◆ **Instructions for the task**
Leaving every image behind, reproduce the records word for word.

-- Data for this task follows --

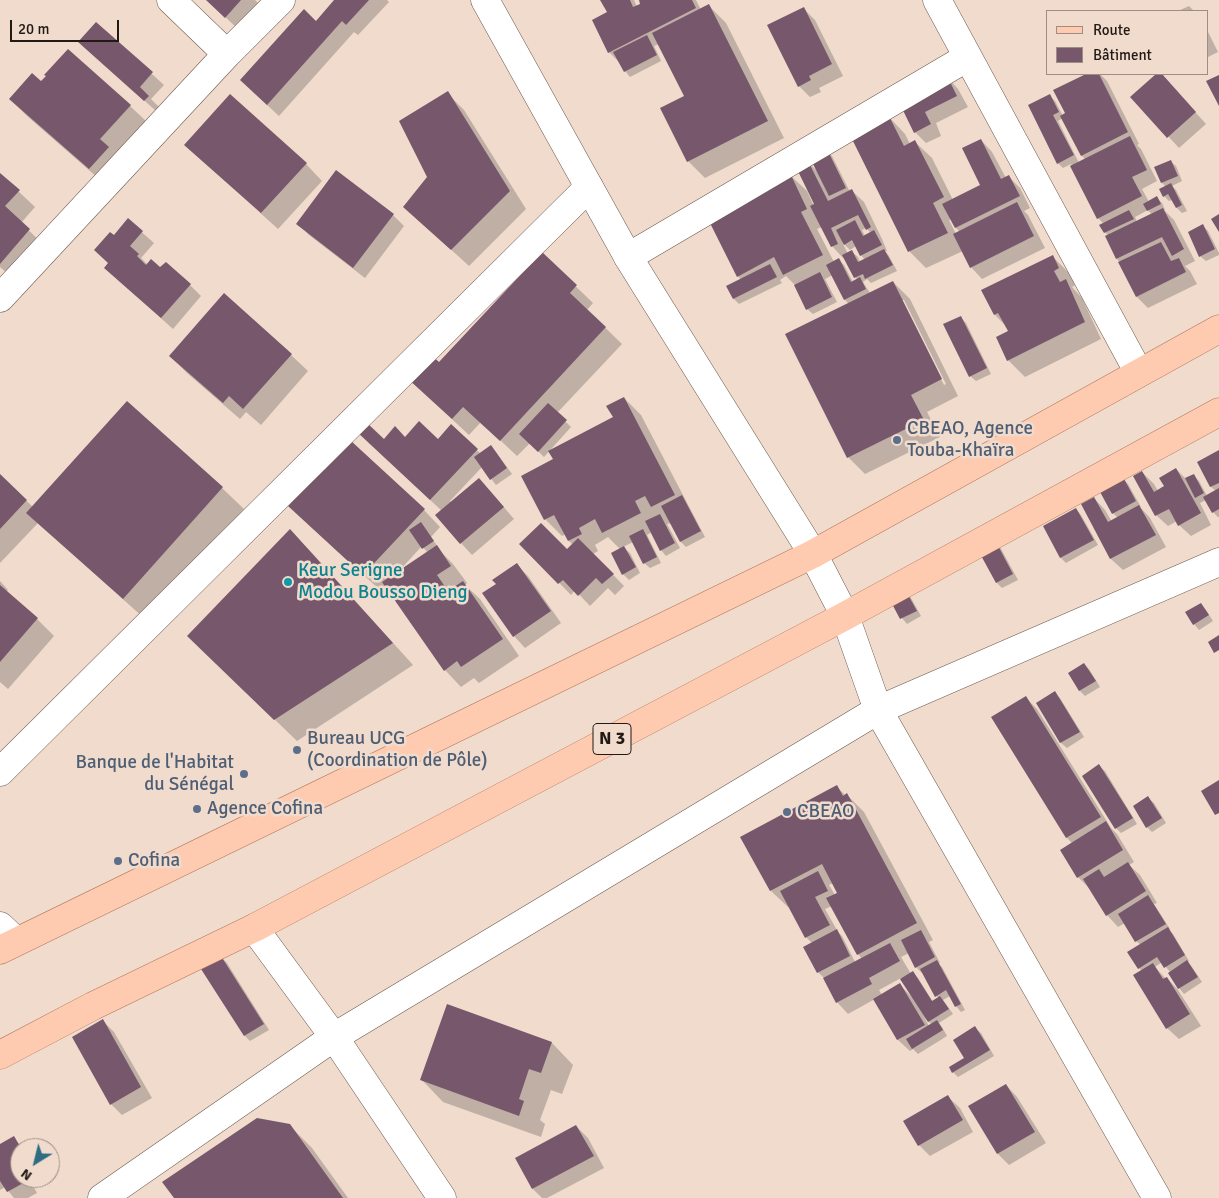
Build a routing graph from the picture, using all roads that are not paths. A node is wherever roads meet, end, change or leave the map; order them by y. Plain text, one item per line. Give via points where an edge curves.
1 (171, 0) edge
2 (281, 0) edge
3 (485, 0) edge
4 (937, 0) edge
5 (227, 54) junction
6 (968, 57) junction
7 (589, 187) junction
8 (628, 257) junction
9 (0, 298) edge
10 (1219, 329) edge
11 (1138, 373) junction
12 (1219, 412) edge
13 (812, 554) junction
14 (1219, 562) edge
15 (845, 616) junction
16 (878, 710) junction
17 (0, 772) edge
18 (254, 928) junction
19 (5, 939) edge
20 (334, 1037) junction
21 (0, 1056) edge
22 (102, 1198) edge
23 (442, 1198) edge
24 (1157, 1198) edge

1 - 5 street
2 - 5 street
3 - 7 street
4 - 6 street
5 - 9 street
6 - 8 street
6 - 11 street
7 - 8 street
7 - 17 street
8 - 13 street
10 - 11 main road
11 - 13 main road
12 - 15 main road, N 3
13 - 15 street
13 - 19 main road
14 - 16 street
15 - 16 street
15 - 18 main road, N 3
16 - 20 street
16 - 24 street
18 - 20 street
18 - 21 main road, N 3 via 92,1006
20 - 22 street
20 - 23 street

-- Data for this task concluded --

◆ **Answer**
Build a routing graph from the picture, using all roads that are not paths. A node is wherever roads meet, end, change or leave the map; order them by y. Plain text, one item per line. Give via points where an edge curves.
1 (171, 0) edge
2 (281, 0) edge
3 (485, 0) edge
4 (937, 0) edge
5 (227, 54) junction
6 (968, 57) junction
7 (589, 187) junction
8 (628, 257) junction
9 (0, 298) edge
10 (1219, 329) edge
11 (1138, 373) junction
12 (1219, 412) edge
13 (812, 554) junction
14 (1219, 562) edge
15 (845, 616) junction
16 (878, 710) junction
17 (0, 772) edge
18 (254, 928) junction
19 (5, 939) edge
20 (334, 1037) junction
21 (0, 1056) edge
22 (102, 1198) edge
23 (442, 1198) edge
24 (1157, 1198) edge

1 - 5 street
2 - 5 street
3 - 7 street
4 - 6 street
5 - 9 street
6 - 8 street
6 - 11 street
7 - 8 street
7 - 17 street
8 - 13 street
10 - 11 main road
11 - 13 main road
12 - 15 main road, N 3
13 - 15 street
13 - 19 main road
14 - 16 street
15 - 16 street
15 - 18 main road, N 3
16 - 20 street
16 - 24 street
18 - 20 street
18 - 21 main road, N 3 via 92,1006
20 - 22 street
20 - 23 street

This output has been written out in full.